**Exercise**
Filter this data down to the lines that hold "Give", and copy them.

★ ★ ★

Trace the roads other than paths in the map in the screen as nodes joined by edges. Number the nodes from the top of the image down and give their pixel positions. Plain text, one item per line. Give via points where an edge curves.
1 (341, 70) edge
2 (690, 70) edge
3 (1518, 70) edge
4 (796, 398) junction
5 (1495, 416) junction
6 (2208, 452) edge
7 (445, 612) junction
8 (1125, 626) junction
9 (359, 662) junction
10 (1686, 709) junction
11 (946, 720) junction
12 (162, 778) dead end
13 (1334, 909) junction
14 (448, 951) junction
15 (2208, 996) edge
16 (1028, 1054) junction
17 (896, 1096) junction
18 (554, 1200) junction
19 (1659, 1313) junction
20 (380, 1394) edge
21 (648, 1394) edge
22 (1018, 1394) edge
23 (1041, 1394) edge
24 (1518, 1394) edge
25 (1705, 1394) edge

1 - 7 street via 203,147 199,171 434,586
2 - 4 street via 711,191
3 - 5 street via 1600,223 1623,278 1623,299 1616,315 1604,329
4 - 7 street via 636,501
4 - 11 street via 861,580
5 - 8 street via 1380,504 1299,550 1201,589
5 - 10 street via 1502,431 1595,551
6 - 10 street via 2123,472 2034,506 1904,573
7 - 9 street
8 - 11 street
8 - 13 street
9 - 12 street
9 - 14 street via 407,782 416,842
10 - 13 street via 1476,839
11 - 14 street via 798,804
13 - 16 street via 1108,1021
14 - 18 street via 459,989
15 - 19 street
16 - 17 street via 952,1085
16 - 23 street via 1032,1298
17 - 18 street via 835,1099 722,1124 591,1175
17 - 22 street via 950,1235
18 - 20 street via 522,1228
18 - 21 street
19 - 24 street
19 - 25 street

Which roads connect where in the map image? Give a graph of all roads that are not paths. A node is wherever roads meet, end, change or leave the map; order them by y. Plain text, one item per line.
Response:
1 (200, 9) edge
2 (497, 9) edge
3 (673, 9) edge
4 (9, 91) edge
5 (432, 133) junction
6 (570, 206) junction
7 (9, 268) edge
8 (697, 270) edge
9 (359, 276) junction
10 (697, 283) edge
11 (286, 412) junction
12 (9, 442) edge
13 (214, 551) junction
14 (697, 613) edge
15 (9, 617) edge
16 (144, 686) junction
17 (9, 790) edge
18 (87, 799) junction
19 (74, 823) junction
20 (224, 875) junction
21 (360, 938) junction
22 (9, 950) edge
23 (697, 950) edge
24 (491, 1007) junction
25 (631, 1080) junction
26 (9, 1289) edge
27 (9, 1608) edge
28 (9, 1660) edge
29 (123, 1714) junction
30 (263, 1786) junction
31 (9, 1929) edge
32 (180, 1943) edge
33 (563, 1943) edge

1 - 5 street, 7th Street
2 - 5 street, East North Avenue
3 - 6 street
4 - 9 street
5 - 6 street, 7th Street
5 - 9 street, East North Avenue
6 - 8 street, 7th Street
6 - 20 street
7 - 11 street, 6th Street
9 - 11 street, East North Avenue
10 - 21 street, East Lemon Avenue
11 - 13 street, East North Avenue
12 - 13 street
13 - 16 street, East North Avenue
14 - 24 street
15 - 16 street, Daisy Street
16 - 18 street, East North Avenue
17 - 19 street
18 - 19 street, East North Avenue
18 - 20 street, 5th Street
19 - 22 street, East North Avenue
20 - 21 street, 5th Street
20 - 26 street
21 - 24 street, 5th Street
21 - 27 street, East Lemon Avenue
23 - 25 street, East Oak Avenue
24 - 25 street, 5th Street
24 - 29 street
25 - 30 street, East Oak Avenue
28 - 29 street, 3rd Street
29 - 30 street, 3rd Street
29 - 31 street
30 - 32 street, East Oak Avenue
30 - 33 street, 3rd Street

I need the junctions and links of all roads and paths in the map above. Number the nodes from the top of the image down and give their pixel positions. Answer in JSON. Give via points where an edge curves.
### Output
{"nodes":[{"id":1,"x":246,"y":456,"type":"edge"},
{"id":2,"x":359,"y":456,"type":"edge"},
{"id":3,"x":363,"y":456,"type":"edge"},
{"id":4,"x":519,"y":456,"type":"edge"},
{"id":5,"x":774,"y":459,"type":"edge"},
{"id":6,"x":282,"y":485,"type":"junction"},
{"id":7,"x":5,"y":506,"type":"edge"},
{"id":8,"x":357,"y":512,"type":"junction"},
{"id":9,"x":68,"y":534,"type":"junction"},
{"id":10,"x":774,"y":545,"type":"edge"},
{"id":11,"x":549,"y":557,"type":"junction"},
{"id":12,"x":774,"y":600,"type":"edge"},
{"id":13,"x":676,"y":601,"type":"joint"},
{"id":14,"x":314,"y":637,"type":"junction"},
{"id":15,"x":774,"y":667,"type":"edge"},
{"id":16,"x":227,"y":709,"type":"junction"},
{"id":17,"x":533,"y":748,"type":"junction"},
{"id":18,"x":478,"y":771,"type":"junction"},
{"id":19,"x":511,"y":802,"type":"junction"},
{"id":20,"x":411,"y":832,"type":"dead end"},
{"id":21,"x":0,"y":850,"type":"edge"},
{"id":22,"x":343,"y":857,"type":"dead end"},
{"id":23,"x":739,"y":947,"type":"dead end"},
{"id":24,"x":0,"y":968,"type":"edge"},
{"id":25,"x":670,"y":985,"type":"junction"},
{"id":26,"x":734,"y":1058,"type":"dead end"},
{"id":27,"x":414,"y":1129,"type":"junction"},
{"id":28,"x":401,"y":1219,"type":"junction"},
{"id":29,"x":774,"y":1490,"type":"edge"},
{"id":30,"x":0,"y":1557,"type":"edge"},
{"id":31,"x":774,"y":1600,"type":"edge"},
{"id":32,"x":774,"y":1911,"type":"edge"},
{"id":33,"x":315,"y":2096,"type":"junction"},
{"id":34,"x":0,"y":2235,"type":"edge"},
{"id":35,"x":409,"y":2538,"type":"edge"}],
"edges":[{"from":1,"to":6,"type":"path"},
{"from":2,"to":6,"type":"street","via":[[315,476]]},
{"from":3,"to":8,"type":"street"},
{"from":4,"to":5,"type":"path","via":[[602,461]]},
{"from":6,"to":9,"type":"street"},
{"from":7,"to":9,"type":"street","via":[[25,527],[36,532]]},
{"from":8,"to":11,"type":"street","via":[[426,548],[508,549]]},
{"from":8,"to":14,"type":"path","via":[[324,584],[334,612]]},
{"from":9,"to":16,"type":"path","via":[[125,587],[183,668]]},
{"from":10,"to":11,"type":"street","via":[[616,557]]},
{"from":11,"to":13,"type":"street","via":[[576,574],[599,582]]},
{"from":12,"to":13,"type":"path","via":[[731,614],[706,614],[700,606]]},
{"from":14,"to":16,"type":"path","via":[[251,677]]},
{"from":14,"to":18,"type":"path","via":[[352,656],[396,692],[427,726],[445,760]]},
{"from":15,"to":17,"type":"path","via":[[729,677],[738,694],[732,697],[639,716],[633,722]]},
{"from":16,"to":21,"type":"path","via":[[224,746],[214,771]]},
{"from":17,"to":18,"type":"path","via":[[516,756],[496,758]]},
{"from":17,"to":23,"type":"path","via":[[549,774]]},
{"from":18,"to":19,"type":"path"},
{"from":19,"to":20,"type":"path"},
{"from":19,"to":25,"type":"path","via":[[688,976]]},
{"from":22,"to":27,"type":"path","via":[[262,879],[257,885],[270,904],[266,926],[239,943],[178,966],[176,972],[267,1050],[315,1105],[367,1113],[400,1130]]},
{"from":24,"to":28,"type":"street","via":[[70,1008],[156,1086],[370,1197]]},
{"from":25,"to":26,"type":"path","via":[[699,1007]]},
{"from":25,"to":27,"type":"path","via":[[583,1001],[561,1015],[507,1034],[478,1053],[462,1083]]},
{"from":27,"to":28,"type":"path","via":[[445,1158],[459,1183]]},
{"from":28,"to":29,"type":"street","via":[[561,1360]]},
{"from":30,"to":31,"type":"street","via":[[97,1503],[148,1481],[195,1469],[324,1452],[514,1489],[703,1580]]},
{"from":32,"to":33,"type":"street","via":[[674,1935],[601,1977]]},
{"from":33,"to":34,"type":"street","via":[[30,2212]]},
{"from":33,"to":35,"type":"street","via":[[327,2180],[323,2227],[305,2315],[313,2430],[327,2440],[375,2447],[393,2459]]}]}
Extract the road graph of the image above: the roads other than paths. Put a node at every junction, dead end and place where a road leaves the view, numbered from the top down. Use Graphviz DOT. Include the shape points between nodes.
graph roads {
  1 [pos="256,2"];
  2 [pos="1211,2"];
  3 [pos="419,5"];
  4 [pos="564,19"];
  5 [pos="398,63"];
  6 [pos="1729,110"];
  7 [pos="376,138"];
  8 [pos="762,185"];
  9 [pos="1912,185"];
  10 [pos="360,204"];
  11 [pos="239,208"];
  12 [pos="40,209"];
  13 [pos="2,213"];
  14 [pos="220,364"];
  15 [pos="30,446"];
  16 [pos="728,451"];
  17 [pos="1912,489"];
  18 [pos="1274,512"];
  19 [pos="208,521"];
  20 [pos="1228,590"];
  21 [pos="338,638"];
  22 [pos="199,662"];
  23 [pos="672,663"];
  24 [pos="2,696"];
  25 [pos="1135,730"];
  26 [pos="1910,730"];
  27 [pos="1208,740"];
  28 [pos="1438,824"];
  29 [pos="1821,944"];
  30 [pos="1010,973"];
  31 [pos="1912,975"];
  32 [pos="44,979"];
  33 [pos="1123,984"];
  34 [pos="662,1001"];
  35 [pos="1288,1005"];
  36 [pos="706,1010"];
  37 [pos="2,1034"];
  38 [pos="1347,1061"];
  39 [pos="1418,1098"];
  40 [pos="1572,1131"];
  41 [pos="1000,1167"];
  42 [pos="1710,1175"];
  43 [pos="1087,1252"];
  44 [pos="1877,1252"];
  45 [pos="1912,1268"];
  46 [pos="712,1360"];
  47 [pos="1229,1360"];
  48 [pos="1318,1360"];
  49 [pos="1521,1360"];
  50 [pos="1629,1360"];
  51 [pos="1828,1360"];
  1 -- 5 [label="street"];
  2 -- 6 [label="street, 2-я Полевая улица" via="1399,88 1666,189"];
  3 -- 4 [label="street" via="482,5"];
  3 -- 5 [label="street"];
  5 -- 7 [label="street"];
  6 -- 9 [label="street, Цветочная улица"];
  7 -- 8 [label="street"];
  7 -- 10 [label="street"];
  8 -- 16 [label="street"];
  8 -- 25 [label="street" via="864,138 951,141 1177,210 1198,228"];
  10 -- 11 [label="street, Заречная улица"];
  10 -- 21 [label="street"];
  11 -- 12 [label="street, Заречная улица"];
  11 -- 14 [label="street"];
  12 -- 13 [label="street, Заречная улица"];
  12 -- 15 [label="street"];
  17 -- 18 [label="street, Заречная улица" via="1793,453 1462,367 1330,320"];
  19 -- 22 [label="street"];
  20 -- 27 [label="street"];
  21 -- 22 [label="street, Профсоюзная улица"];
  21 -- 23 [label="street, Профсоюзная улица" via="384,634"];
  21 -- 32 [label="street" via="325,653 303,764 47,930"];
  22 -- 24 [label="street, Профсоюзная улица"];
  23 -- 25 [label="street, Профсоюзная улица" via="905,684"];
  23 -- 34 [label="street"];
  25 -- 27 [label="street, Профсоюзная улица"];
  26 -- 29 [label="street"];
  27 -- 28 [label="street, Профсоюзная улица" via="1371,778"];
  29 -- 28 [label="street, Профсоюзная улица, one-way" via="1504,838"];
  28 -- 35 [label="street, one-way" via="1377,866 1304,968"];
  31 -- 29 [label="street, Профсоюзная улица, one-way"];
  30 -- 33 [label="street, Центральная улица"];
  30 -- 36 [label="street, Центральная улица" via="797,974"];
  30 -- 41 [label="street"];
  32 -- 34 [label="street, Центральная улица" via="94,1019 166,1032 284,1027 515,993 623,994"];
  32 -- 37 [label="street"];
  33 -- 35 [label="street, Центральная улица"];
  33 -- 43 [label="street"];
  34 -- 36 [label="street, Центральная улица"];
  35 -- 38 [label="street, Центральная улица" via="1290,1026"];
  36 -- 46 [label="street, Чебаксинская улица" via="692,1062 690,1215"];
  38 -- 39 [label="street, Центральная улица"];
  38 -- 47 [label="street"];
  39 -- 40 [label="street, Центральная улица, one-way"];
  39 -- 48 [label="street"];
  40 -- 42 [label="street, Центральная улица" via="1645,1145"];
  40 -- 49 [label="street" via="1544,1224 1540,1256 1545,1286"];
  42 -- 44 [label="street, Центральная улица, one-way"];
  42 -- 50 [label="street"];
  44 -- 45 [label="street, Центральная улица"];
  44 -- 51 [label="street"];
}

★ ★ ★

**Completed task**
Trace the roads other than paths in the map in the screen as nodes joined by edges. Number the nodes from the top of the image down and give their pixel positions. Plain text, one item per line. Give via points where an edge curves.
Which roads connect where in the map image? Give a graph of all roads that are not paths. A node is wherever roads meet, end, change or leave the map; order them by y. Plain text, one item per line.
I need the junctions and links of all roads and paths in the map above. Number the nodes from the top of the image down and give their pixel positions. Answer in JSON. Give via points where an edge curves.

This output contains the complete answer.